Start of Provided data
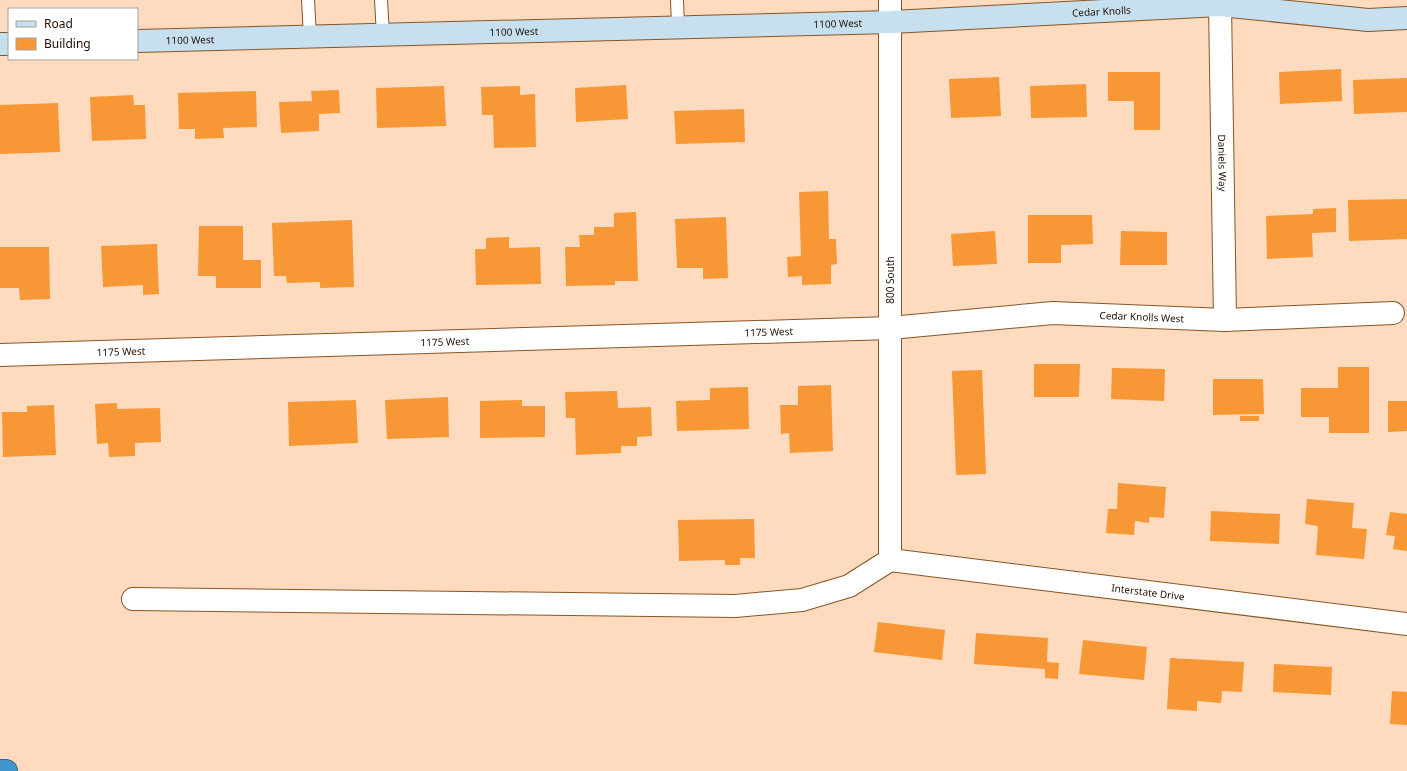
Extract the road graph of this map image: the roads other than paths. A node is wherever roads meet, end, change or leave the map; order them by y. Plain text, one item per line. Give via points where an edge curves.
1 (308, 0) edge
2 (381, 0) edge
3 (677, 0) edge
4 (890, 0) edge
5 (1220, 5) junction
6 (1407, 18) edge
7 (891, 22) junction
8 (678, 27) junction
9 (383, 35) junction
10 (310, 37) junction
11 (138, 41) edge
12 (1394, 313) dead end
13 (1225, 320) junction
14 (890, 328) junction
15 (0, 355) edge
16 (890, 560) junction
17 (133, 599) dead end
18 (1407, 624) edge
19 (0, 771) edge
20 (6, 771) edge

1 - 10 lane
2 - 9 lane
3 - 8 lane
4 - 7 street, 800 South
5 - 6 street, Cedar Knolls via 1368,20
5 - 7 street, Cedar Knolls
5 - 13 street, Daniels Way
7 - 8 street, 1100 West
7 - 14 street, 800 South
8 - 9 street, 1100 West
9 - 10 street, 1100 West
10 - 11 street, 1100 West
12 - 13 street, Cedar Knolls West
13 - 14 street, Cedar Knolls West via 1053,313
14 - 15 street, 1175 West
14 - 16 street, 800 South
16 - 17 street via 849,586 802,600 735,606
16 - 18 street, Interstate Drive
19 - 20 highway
End of Provided data
> Problem statement:
Each entry should be transcribed exactly as given, with pictures omitted.

> Result for this task:
Extract the road graph of this map image: the roads other than paths. A node is wherever roads meet, end, change or leave the map; order them by y. Plain text, one item per line. Give via points where an edge curves.
1 (308, 0) edge
2 (381, 0) edge
3 (677, 0) edge
4 (890, 0) edge
5 (1220, 5) junction
6 (1407, 18) edge
7 (891, 22) junction
8 (678, 27) junction
9 (383, 35) junction
10 (310, 37) junction
11 (138, 41) edge
12 (1394, 313) dead end
13 (1225, 320) junction
14 (890, 328) junction
15 (0, 355) edge
16 (890, 560) junction
17 (133, 599) dead end
18 (1407, 624) edge
19 (0, 771) edge
20 (6, 771) edge

1 - 10 lane
2 - 9 lane
3 - 8 lane
4 - 7 street, 800 South
5 - 6 street, Cedar Knolls via 1368,20
5 - 7 street, Cedar Knolls
5 - 13 street, Daniels Way
7 - 8 street, 1100 West
7 - 14 street, 800 South
8 - 9 street, 1100 West
9 - 10 street, 1100 West
10 - 11 street, 1100 West
12 - 13 street, Cedar Knolls West
13 - 14 street, Cedar Knolls West via 1053,313
14 - 15 street, 1175 West
14 - 16 street, 800 South
16 - 17 street via 849,586 802,600 735,606
16 - 18 street, Interstate Drive
19 - 20 highway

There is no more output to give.